The city Economic Development Corp. wants to turn the dilapidated area known as the "Iron Triangle" into a gleaming new development of homes, shops, hotels and a school around a convention center. The EDC has not said much about affordable housing there.

Lieber said the administration wants some of the estimated 5,500 homes created there to be reserved for low- to middle-income housing, but that Monserrate's proposal isn't feasible given the huge costs of cleaning up Willets Point.


When projects are created via tweeding, they tend to die because of tweeding.

5 comments:

Anonymous said...

That's far fewer than Queens deserves, Monserrate said, because a Pratt Center for Community Development analysis found that almost 24% of New York families earning less than $50,000 a year live in Queens.
--------

There they are again, the group that did Goodwill's notorious Two Cove Study (historic houses, what historic houses in Old Astoria - its a community with 'needs' (read potential tweeded))

Anonymous said...

Cut taxes and millions can live in affordable housing.

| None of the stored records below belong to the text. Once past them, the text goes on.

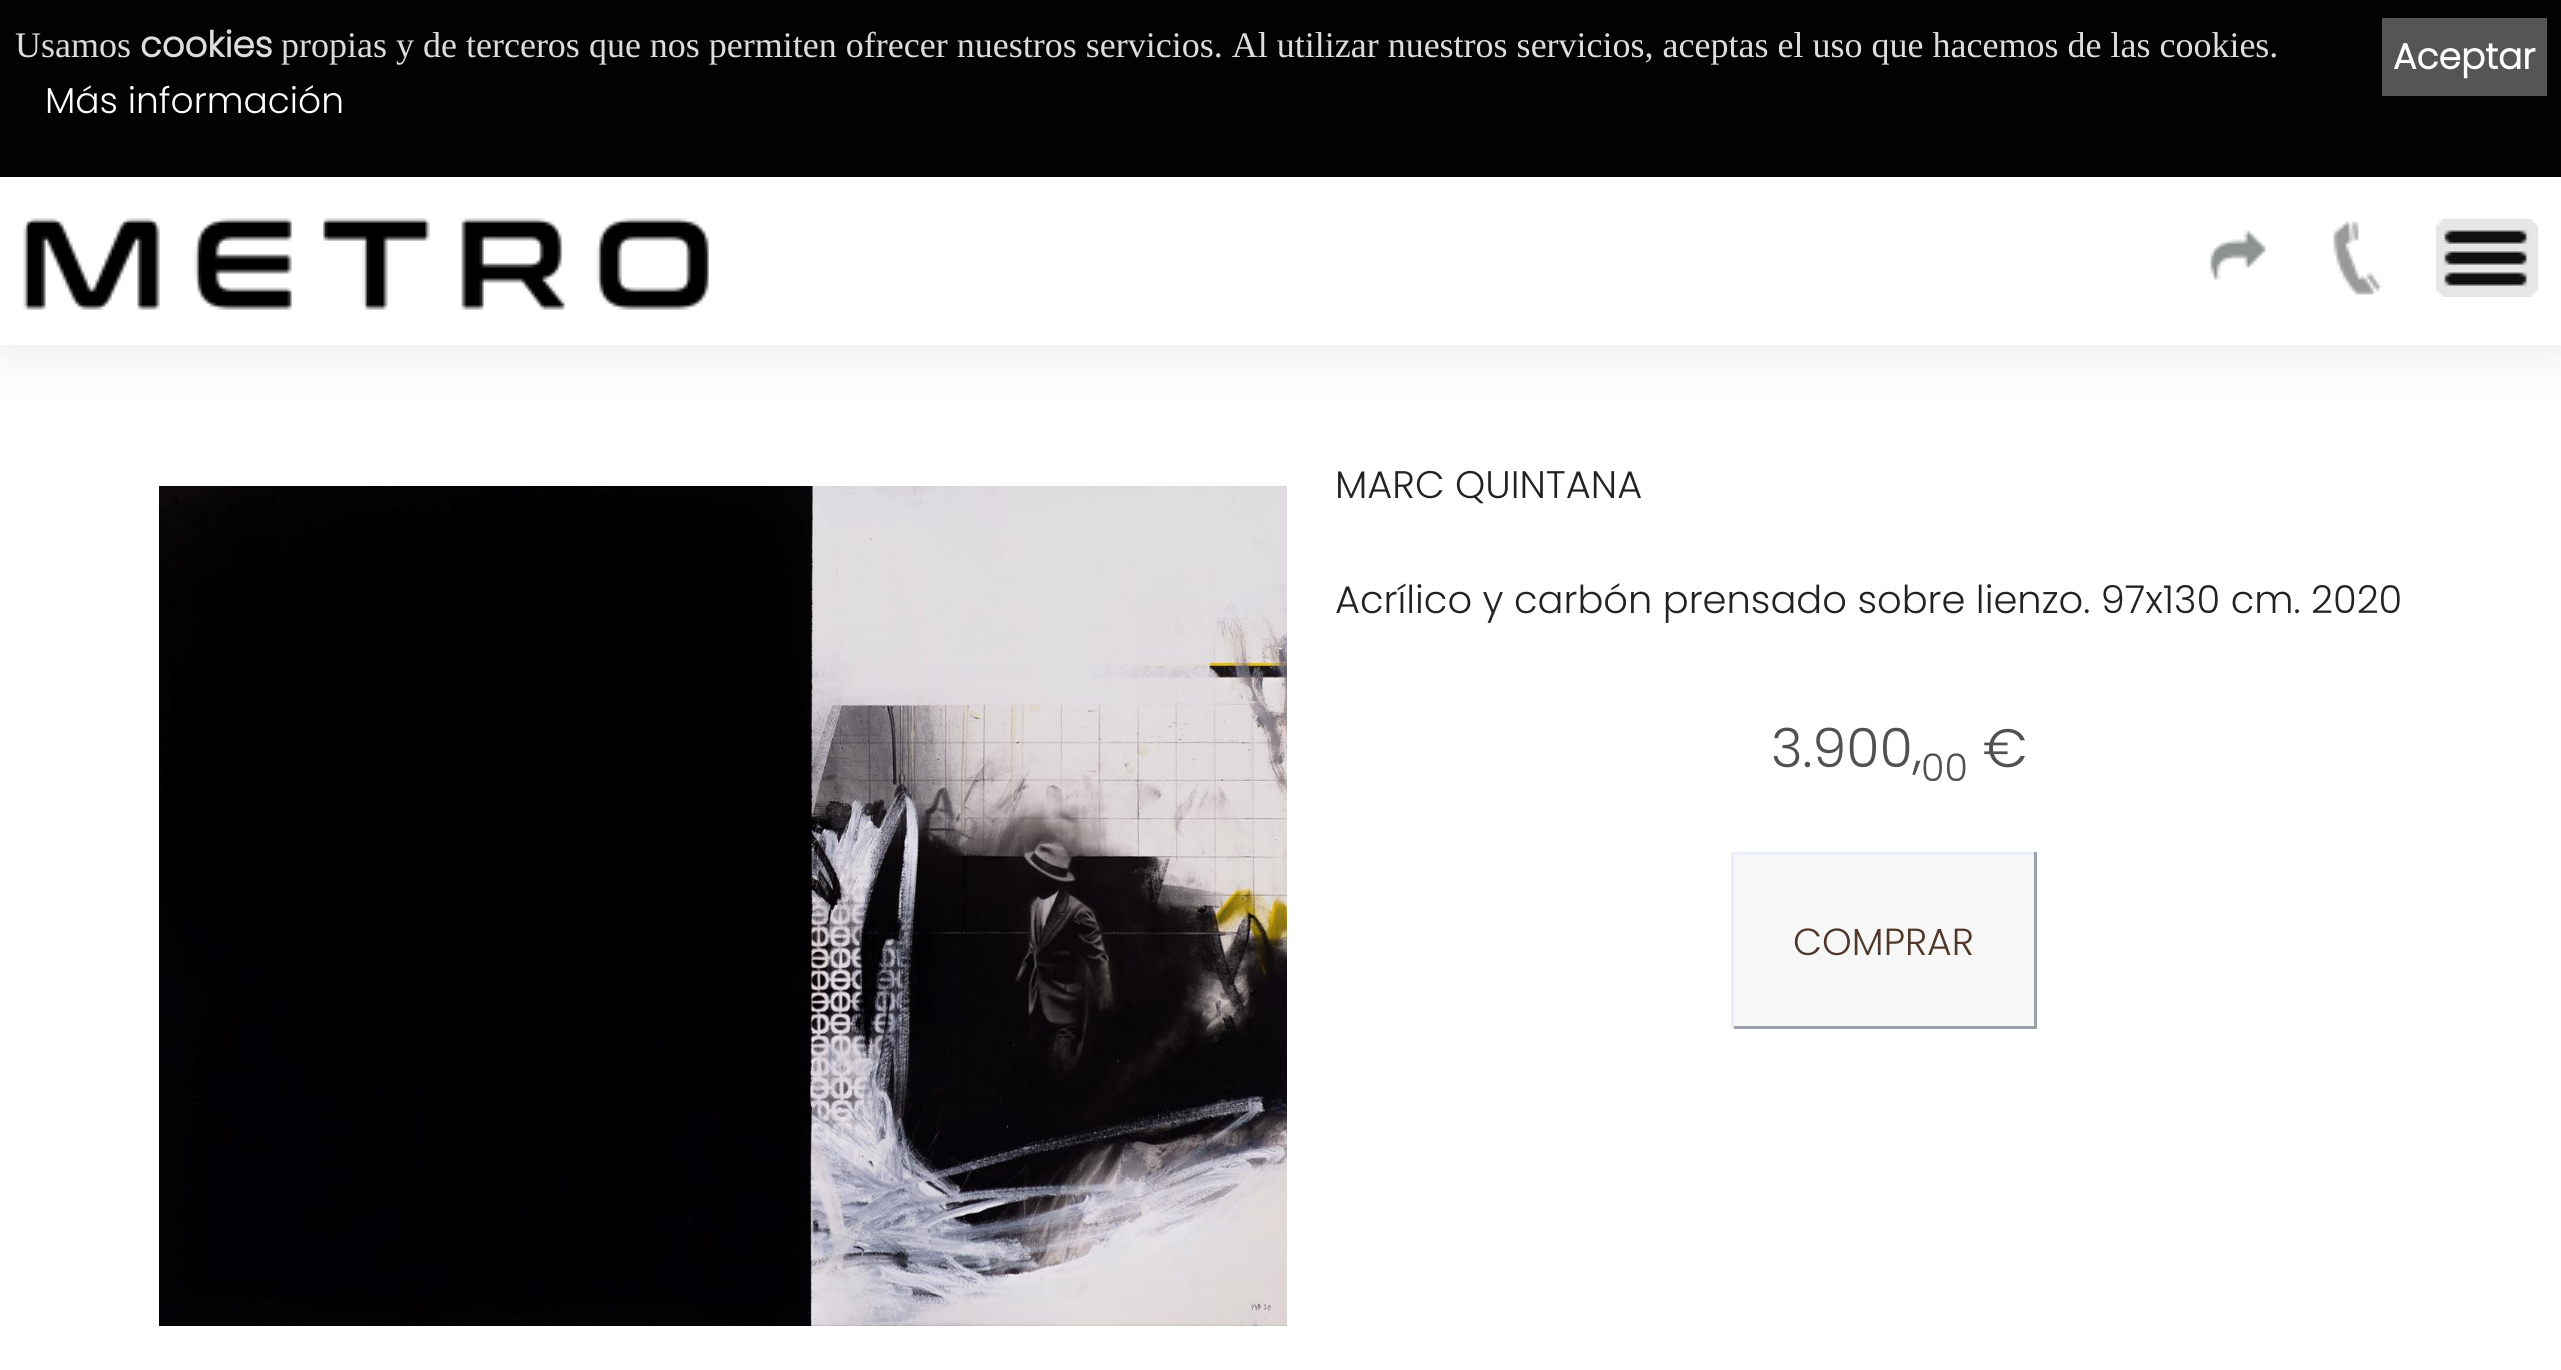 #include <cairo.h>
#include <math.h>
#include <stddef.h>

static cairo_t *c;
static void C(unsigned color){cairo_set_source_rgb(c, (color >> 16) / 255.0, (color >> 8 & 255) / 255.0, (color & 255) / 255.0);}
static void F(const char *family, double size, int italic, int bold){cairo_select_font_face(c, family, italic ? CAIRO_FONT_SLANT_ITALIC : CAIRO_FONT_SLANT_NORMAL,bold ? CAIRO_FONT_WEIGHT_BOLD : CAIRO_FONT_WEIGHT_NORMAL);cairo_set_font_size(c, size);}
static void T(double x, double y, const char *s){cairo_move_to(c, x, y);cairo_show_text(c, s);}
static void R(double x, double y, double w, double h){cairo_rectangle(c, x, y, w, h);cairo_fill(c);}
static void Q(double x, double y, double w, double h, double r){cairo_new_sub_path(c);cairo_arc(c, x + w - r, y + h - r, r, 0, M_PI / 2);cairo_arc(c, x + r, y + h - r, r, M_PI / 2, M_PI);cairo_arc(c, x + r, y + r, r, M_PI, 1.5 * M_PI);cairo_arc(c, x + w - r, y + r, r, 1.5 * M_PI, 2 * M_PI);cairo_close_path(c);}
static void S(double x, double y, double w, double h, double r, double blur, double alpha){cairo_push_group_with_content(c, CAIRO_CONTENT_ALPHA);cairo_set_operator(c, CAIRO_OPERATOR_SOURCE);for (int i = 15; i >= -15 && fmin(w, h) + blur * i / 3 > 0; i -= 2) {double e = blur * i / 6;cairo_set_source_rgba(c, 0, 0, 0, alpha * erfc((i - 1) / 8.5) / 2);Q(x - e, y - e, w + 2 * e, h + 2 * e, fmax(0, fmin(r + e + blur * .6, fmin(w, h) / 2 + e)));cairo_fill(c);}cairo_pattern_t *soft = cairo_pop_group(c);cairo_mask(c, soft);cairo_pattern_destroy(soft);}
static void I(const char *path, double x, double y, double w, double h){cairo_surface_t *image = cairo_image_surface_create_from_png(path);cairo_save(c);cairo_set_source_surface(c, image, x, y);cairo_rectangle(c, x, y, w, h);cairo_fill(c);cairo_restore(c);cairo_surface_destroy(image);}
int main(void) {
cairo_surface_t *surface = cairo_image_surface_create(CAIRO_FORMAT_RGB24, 2561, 1370);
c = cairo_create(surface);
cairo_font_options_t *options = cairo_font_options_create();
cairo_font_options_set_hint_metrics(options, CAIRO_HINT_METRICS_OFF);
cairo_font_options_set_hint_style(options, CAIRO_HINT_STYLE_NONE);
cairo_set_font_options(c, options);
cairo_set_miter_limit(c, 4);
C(0xffffff);
cairo_paint(c);
cairo_save(c);
cairo_set_fill_rule(c,CAIRO_FILL_RULE_EVEN_ODD);
cairo_new_path(c);
cairo_move_to(c,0,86);
cairo_line_to(c,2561,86);
cairo_line_to(c,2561,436);
cairo_line_to(c,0,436);
cairo_close_path(c);
cairo_move_to(c,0,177);
cairo_line_to(c,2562,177);
cairo_line_to(c,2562,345);
cairo_line_to(c,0,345);
cairo_close_path(c);
cairo_clip(c);
C(0x000000);
S(0,177,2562,168,0,30,.1);
cairo_restore(c);
cairo_set_source_rgba(c,0,0,0,0.99);
R(0,0,2561,177);
F("Liberation Serif",36,0,0);
C(0xdddddd);
T(15,57,"Usamos");
F("Poppins",35.5,0,1);
T(140,57,"cookies");
F("Liberation Serif",36,0,0);
T(281,57,"propias y de terceros que nos permiten ofrecer nuestros servicios. Al utilizar nuestros servicios, aceptas el uso que hacemos de las cookies.");
C(0x555555);
R(2382,18,165,78);
F("Poppins",36,0,1);
C(0xffffff);
T(2393,69,"Aceptar");
F("Poppins Light",36,0,0);
T(45,113,"Más información");
I("1.png",23,218,686,92);
I("2.png",2210,230,56,50);
I("3.png",2333,221,49,74);
I("4.png",2436,219,102,78);
I("5.png",159,486,1128,840);
F("Poppins Light",38.4,0,0);
C(0x222222);
T(1335,498,"MARC QUINTANA");
T(1335,613,"Acrílico y carbón prensado sobre lienzo. 97x130 cm. 2020");
F("Poppins Light",54,0,0);
C(0x525050);
T(1771,767,"3.900,");
F("Poppins Light",38,0,0);
T(1921,781,"00");
F("Poppins Light",54,0,0);
T(1983,767,"€");
C(0xf7f7f7);
R(1734,855,300,171);
F("Poppins Light",37.75,0,0);
C(0x4f372b);
T(1793,955,"COMPRAR");
C(0xe9eefa);
R(1731,852,306,3);
C(0x9b9fa7);
R(2034,852,3,177);
R(1731,1026,306,3);
C(0xe9eefa);
R(1731,852,3,177);
cairo_surface_write_to_png(surface, "o.png");
cairo_font_options_destroy(options);
cairo_destroy(c);
cairo_surface_destroy(surface);
return 0;
}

Housing is not longer affordable because of crushing taxes: money is needed to finance development and finance tweeding programs.

Get rid of the clubhouse, and housing will become affordable for the typical New Yorker overnight.

Anonymous said...

Move borough hall into the middle of the junkyards.

That's where it belongs!

Anonymous said...

There's only one way to rid Queens of its clubhouse.

The voters had better smarten up and look beyond
the patronizing smiles on the faces of candidates
running for office.

i.e.
the "phony Valloneys and "stinking Staviskys"
and the rest of the pol/pond scum!

When we were kids a cardboard clubhouse
that was built on our turf by an opposing club
was overtaken and torn down.....burned down if necessary......and its occupants sent packing!

We live in a republic where "WE THE PEOPLE"
are supposed to govern ourselves.

Instead we've become a huddled mass of the tweeded yearning to breathe free of these damn crooks!

Anonymous said...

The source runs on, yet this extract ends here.